Activity:
Report back each line of the data that contains the word "points".

Start of Record extracts

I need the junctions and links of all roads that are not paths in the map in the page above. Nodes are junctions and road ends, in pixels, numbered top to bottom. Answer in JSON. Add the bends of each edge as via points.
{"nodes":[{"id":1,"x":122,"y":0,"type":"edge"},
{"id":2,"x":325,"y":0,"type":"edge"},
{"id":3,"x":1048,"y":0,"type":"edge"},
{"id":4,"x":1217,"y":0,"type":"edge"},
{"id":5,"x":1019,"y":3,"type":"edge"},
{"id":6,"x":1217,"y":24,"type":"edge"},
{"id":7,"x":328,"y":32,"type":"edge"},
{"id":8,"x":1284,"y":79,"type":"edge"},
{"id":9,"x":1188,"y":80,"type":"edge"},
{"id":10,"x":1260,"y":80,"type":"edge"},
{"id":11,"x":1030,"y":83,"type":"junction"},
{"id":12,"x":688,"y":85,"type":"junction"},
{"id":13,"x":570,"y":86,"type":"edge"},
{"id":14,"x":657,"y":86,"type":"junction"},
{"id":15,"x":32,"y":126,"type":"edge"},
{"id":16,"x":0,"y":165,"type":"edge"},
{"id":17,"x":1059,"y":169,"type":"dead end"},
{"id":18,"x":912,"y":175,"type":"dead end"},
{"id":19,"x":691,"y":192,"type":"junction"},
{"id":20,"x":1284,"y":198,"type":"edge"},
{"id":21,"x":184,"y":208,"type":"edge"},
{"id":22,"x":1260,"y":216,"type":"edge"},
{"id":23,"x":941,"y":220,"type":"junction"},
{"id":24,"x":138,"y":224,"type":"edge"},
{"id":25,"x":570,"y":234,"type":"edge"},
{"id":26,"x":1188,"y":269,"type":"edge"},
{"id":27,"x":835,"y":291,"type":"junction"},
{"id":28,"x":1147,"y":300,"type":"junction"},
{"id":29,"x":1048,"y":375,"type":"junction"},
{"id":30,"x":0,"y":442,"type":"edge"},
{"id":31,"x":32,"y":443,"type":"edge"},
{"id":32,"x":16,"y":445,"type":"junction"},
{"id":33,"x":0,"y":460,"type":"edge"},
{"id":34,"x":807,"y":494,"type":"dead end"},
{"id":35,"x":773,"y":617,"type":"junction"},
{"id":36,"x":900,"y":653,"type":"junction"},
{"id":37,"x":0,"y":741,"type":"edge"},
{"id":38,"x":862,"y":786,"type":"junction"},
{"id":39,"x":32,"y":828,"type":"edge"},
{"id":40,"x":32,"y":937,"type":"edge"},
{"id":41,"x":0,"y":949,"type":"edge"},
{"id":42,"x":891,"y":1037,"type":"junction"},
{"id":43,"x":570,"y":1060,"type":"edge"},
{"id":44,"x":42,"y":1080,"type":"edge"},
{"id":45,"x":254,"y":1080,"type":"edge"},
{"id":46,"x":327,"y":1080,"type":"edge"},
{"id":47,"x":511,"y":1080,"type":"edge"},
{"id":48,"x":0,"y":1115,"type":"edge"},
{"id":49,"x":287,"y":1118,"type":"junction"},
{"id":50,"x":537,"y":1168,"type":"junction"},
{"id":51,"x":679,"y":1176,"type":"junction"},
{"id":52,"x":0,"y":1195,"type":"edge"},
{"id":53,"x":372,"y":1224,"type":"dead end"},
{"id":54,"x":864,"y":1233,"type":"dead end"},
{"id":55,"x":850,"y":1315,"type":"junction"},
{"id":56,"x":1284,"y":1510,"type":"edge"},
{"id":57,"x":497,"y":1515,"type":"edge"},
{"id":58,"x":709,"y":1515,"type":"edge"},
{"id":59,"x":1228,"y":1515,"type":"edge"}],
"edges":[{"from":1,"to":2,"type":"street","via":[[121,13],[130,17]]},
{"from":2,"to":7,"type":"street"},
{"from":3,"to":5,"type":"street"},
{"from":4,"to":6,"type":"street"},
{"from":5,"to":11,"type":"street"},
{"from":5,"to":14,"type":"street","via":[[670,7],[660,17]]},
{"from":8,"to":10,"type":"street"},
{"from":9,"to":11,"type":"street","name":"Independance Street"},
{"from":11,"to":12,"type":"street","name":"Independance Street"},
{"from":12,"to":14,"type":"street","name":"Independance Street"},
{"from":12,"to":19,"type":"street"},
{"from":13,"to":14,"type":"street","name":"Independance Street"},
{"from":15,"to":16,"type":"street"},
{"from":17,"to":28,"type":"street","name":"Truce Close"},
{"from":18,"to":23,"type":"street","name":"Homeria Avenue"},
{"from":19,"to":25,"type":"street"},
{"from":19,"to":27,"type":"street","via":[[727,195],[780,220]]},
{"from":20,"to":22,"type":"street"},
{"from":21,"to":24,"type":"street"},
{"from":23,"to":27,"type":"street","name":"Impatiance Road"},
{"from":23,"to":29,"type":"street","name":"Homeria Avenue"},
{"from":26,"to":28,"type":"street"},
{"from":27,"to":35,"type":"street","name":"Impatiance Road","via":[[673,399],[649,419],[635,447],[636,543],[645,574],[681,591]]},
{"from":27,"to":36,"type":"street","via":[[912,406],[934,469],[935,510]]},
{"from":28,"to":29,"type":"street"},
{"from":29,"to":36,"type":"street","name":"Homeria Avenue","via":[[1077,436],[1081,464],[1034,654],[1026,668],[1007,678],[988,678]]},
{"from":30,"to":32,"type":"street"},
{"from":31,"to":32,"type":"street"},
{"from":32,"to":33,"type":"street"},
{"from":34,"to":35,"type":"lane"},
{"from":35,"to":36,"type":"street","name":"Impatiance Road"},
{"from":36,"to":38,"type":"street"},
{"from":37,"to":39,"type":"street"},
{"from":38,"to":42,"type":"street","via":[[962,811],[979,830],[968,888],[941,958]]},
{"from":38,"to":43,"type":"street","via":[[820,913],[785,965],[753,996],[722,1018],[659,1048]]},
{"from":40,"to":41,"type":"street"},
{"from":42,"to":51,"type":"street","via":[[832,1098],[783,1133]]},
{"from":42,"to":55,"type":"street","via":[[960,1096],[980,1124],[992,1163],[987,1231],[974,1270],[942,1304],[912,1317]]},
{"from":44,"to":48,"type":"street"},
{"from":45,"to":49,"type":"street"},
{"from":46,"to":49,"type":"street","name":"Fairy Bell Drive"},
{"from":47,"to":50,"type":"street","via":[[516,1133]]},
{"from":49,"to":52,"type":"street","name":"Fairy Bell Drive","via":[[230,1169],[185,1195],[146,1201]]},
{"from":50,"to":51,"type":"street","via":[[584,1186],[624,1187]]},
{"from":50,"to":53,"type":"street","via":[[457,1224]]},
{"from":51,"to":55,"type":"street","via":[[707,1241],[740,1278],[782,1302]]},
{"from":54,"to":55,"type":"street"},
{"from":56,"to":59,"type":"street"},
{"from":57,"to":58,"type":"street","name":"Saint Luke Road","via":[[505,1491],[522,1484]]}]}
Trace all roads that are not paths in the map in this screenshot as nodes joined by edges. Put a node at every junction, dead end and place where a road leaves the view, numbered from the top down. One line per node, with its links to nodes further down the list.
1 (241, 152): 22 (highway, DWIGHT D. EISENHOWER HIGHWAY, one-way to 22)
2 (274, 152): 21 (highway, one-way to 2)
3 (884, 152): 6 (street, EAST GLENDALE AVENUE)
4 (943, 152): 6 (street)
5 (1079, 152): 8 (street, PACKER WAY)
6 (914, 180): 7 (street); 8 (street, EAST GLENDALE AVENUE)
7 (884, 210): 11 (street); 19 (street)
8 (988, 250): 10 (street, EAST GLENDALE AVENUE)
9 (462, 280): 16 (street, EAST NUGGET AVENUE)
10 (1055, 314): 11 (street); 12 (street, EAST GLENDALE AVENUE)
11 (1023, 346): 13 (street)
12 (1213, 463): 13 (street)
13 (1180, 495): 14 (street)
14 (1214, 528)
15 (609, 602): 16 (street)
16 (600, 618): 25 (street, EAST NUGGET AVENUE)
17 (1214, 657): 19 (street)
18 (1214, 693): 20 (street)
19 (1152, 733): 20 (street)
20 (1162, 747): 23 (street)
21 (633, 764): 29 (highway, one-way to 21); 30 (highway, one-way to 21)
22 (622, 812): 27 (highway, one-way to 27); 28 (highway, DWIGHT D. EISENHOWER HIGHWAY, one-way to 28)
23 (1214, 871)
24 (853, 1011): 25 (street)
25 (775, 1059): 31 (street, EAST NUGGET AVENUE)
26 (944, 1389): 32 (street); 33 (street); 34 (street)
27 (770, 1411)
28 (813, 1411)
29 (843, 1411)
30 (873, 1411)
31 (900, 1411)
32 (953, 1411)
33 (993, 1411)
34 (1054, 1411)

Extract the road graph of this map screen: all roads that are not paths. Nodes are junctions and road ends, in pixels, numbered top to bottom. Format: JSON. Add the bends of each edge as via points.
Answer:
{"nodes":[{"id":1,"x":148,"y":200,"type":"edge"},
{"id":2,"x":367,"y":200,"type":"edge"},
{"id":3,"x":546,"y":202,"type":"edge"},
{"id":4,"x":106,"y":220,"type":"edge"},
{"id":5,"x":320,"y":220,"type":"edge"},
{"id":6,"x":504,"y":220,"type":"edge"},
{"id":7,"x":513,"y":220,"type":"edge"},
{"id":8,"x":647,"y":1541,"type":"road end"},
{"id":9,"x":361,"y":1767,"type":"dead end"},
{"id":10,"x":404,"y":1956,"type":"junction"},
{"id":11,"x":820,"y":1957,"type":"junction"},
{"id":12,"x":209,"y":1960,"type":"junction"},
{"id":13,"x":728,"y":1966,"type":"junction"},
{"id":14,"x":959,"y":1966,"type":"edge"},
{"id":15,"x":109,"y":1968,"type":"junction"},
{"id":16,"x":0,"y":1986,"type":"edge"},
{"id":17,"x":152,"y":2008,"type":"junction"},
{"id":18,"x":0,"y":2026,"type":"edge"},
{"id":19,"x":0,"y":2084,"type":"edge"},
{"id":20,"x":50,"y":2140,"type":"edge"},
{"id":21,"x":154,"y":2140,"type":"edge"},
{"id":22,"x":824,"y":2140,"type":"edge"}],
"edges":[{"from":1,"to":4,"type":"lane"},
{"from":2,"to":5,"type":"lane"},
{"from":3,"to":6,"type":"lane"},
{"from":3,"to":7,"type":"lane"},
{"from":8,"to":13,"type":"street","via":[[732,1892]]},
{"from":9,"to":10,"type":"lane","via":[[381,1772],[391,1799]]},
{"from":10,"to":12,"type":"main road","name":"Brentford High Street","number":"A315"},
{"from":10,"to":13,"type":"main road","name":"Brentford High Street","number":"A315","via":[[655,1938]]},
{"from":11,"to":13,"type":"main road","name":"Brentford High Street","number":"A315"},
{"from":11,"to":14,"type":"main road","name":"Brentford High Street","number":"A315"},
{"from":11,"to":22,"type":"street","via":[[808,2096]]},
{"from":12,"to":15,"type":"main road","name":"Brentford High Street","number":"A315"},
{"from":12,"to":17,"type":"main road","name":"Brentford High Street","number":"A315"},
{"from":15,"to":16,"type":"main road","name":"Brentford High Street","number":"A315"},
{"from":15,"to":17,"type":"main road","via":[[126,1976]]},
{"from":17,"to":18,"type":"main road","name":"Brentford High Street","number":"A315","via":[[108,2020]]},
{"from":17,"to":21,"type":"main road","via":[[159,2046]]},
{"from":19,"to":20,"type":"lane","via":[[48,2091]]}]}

End of Record extracts

Your response:
I need the junctions and links of all roads that are not paths in the map in the page above. Nodes are junctions and road ends, in pixels, numbered top to bottom. Answer in JSON. Add the bends of each edge as via points.
Extract the road graph of this map screen: all roads that are not paths. Nodes are junctions and road ends, in pixels, numbered top to bottom. Format: JSON. Add the bends of each edge as via points.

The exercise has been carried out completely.